The Jazz handed the Trail Blazers their third loss in four games on Thursday. Thanks to a 40-point third quarter, Utah secured a double-digit lead and did not look back en route to a 122-103 victory. For the Jazz, Donovan Mitchell glided through the heart of the Blazers’ defense for 37 points in 33 minutes.
For the Blazers, they can hang their hat on a solid first half. Unfortunately, that did not hold up in the third quarter. Individually, Damian Lillard finished with 23 points and six assists before exiting halfway through the fourth quarter.
The Blazers defense did not prevent the Jazz from getting to their spots, but Portland’s peskiness did enough to disrupt Utah’s rhythm. Jusuf Nurkic, Norman Powell and Robert Covington all managed to poke the ball free in the opening frame—paving the way for easy looks on the opposite end of the floor. Offensively, the Blazers did an excellent job of pushing the pace early in possessions. Thanks to that pace, the Jazz were forced to navigate hastily-assembled cross matchups.
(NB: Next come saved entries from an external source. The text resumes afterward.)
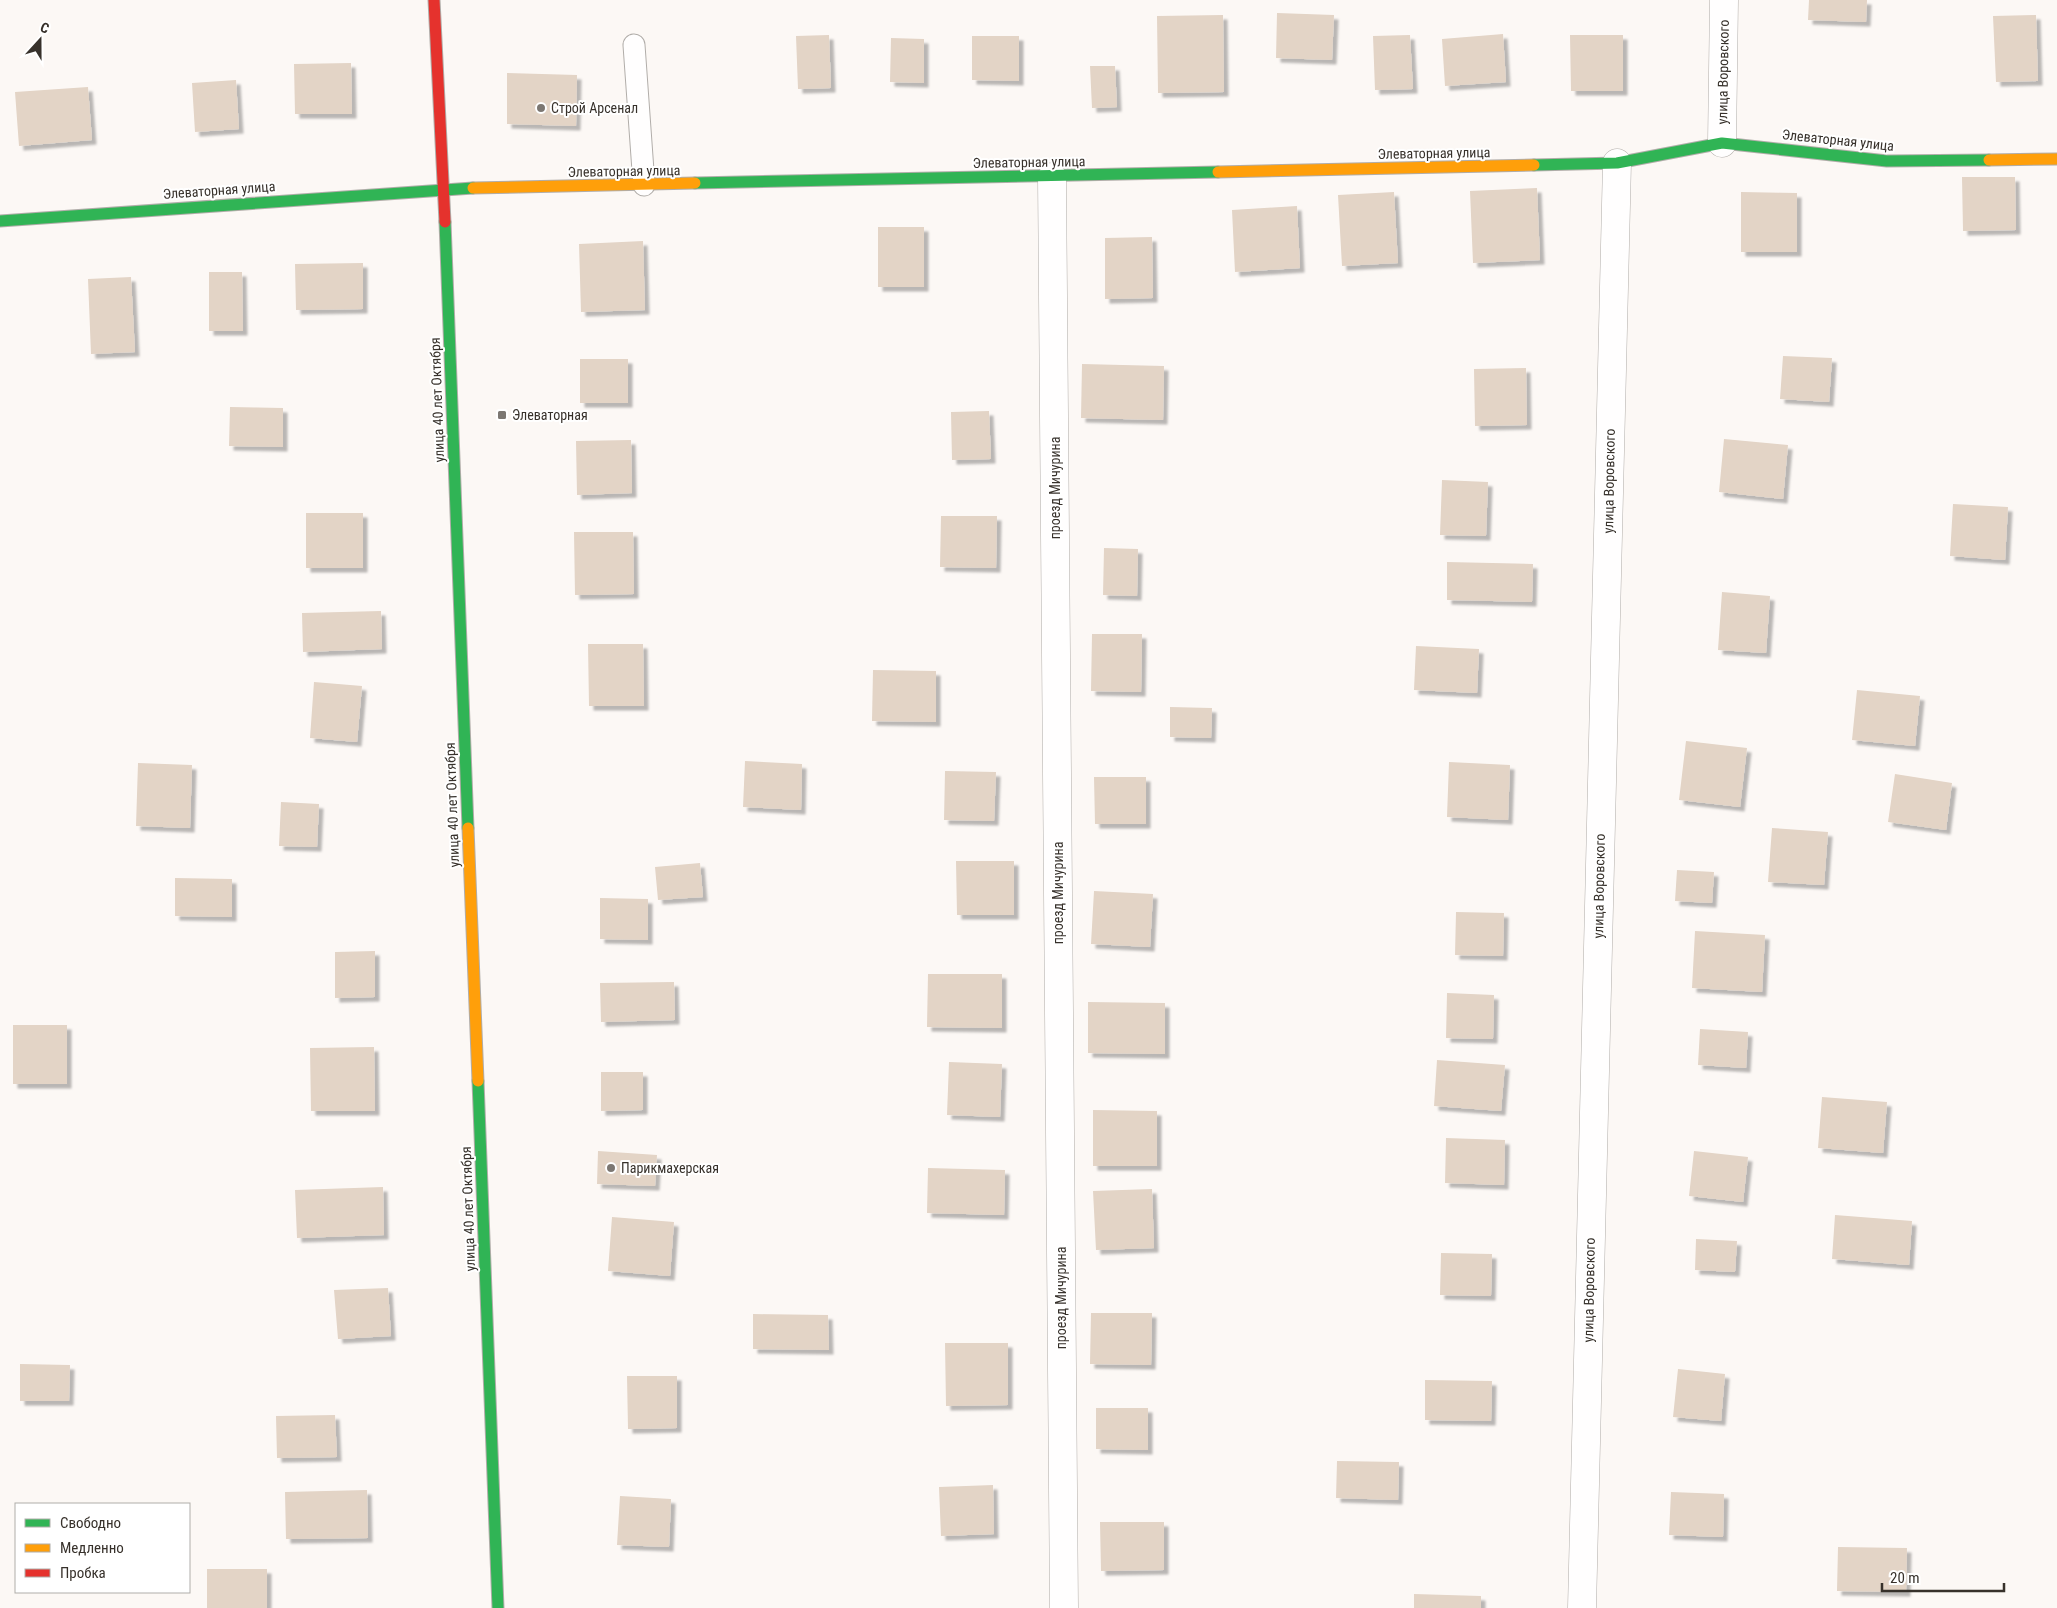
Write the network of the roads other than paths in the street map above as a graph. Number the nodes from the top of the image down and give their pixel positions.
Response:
1 (434, 0) edge
2 (1724, 0) edge
3 (634, 45) dead end
4 (1722, 143) junction
5 (2057, 159) edge
6 (1618, 163) junction
7 (1052, 177) junction
8 (644, 185) junction
9 (444, 189) junction
10 (0, 221) edge
11 (498, 1608) edge
12 (1064, 1608) edge
13 (1582, 1608) edge

1 - 9 street, улица 40 лет Октября
2 - 4 street, улица Воровского
3 - 8 lane
4 - 5 street, Элеваторная улица
4 - 6 street, Элеваторная улица
6 - 7 street, Элеваторная улица
6 - 13 street, улица Воровского
7 - 8 street, Элеваторная улица
7 - 12 street, проезд Мичурина
8 - 9 street, Элеваторная улица
9 - 10 street, Элеваторная улица
9 - 11 street, улица 40 лет Октября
The Jazz still found open lanes and frequently stepped into their outside shots with little interference, but they couldn’t convert enough open looks to generate a multi-possession lead. The Jazz finished the first quarter with a slim 30-29 advantage.
Both teams turned back the clock to a prior era in the second quarter and focused on inside-the-arc offense. Seriously, the Jazz recorded a single three-pointer and the Blazers only converted four in the frame. For Portland, Nassir Little made a splash on both ends of the court. The second-year forward logged just four minutes, but he swung the momentum in the Blazers’ direction with well-timed individual defense and efficient offense.
With just over three minutes remaining in the half, the Blazers shifted to an ultra-small lineup. Despite Rudy Gobert’s towering presence in the paint, the Jazz were caught flat footed. Portland’s tiny rotation erupted for a 7-0 run, giving the Blazers a 54-46 advantage before Mitchell finally interrupted the run with a midrange bucket. Thanks to improved defense and controlled half-court sets, the Blazers entered halftime with a 56-53 lead.
The Jazz shook off the rust during the halftime break and hit the ground running in the third quarter. Defensively, they expertly funneled Lillard into extra pressure and generated turnovers in the process. On the other end of the court, Mitchell carved up the mushy center of the Blazers’ non-existent defense. On the glass, the Jazz added fuel to their lead with an 11-rebound advantage in the third quarter.
The Blazers once again turned to their small lineup, but the Jazz were ready this time. Utah notched 40 points in third quarter and held Portland to 19. Thanks to that margin, the Jazz entered the fourth quarter with a 18-point edge.
Buoyed by the positive momentum that was generated in the third quarter, the Jazz continued to cruise in the final frame. The Blazers’ offense did pick up that pace, but it was not enough to meaningfully cut into the double-digit deficit that they faced. Down by 20 with just under five minutes left in the game, coach Terry Stotts turned to the reserves in garbage time.